« L’expérience religieuse est absolue. Elle est au sens propre indiscutable. On peut seulement dire qu’on n’a pas fait une telle expérience et l’interlocuteur répondra : «Je regrette, mais moi je l’ai faite.» Et la discussion sera terminée.
Peu importe ce que le monde pense de l’expérience religieuse ; celui qui l’a faite possède l’immense trésor d’une chose, qui pour lui, est devenue une source de vie, de signification et de beauté et qui a donné une nouvelle splendeur au monde et à l’humanité. Il a la foi (Pistis¹) et la paix. Où est le critère qui permettrait de dire qu’une telle vie n’est pas légitime, qu’une telle expérience n’est pas valable, et qu’une telle foi est une simple illusion ? Y a-t-il en fait une meilleure vérité sur les choses ultimes que celle qui nous aide à vivre ?
Aussi longtemps que la religion est seulement croyance et forme extérieure, et tant que la fonction religieuse n’est pas une expérience de l’âme personnelle, rien d’essentiel ne s’est produit. Il reste encore à comprendre que le mysterium magnum (le grand mystère²) est non seulement une réalité en soi mais qu’il est avant tout enraciné dans l’âme humaine.
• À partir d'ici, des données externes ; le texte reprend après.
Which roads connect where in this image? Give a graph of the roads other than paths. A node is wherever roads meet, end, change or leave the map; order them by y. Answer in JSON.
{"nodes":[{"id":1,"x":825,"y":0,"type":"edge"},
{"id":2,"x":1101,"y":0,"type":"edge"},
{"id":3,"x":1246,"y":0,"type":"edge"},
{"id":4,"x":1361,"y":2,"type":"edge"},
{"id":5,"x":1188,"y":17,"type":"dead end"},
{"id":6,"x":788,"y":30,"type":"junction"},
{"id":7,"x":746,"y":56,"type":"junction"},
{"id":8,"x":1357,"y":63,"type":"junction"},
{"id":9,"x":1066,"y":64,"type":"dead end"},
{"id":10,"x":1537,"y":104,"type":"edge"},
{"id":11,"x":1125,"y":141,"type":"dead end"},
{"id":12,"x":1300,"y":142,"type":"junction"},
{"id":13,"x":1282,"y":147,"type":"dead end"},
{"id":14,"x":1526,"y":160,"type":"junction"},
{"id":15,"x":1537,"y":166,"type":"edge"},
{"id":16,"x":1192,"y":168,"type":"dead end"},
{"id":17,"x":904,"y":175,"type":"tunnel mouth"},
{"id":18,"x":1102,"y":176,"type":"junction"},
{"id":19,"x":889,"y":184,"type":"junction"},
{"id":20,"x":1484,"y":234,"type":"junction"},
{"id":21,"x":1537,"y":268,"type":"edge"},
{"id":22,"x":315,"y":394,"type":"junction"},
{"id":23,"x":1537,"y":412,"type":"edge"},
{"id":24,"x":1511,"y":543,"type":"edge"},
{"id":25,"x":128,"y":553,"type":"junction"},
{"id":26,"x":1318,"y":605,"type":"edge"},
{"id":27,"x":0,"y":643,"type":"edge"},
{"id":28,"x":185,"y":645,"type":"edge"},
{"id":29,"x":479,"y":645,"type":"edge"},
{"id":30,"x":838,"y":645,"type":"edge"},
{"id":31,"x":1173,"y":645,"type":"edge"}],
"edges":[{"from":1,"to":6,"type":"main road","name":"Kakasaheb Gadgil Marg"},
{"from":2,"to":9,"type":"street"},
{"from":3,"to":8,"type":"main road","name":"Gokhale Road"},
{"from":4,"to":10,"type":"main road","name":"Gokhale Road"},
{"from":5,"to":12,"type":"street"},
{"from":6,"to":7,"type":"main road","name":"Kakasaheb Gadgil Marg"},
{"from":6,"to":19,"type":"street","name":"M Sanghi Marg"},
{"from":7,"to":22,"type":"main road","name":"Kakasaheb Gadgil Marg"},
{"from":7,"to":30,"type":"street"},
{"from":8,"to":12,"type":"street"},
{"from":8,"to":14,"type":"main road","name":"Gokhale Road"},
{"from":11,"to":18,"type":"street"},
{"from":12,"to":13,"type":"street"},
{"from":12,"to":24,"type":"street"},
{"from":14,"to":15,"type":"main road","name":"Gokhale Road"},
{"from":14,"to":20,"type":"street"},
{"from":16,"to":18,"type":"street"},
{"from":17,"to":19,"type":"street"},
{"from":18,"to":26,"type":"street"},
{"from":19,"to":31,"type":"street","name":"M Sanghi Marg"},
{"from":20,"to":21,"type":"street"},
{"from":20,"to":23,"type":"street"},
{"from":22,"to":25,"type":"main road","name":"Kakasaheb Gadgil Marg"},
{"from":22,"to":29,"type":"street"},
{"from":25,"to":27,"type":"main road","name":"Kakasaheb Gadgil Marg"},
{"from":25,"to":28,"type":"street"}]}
Quiconque ne sait pas cela par expérience personnelle peut bien être à la rigueur un théologien des plus doctes, mais il n’a pas la moindre idée de ce qu’est la religion, et encore moins de ce qu’est l’éducation des hommes.
…
Nous autres, modernes, sommes placés devant la nécessité de refaire l’expérience vivante de l’esprit, c’est-à-dire d’en refaire l’expérience originelle en partant de rien. »
« L’âme et la vie »
Chapitre « Sur l’expérience religieuse »³
C’est peut-être là que la Vision du Soi selon Douglas Harding a son grain de sel à vous proposer …
Comme cette expérience est en fait la dé-couverte, le dé-voilement de notre véritable nature, de notre identité la plus centrale, de ce que nous sommes véritablement au centre de nous-même, en-deçà des nombreux revêtements du Soi (koshas hindous ou « peaux de bœufs » de Maître Eckhart), il est possible de la favoriser par quelques expériences d’attention bien conçues, pratiquées dans la bonne direction et avec l’esprit de « l’enfant de sept jours » évoqué par l’évangile de Thomas (logion 4).
Vous ne serez peut-être pas persuadés, mais vous aurez au-moins essayé.
Et si d’aventure vous regrettiez que cette expérience ne vous soit pas arrivée plus « naturellement », comme à Paul de Tarse sur le chemin de Damas, que puis-je vous dire d’autre que vous n’êtes pas lui … ? « Saul se releva et, bien qu’il eût les yeux ouverts, il ne voyait rien. » (Ac 9, 3-19). Il ne voyait pas une chose, mais, vraisemblablement la non-chose, l’espace d’accueil inconditionnel et illimité qu’il était et que nous sommes tous. Nous ne sommes pas lui, mais comme lui, nous n’avons pas d’autre choix pour nous relever de la chute dans l’illusion de n’être que ce petit humain si limité que de nous appuyer sur le … rien, le vide ! N’en croyez pas un mot, essayez !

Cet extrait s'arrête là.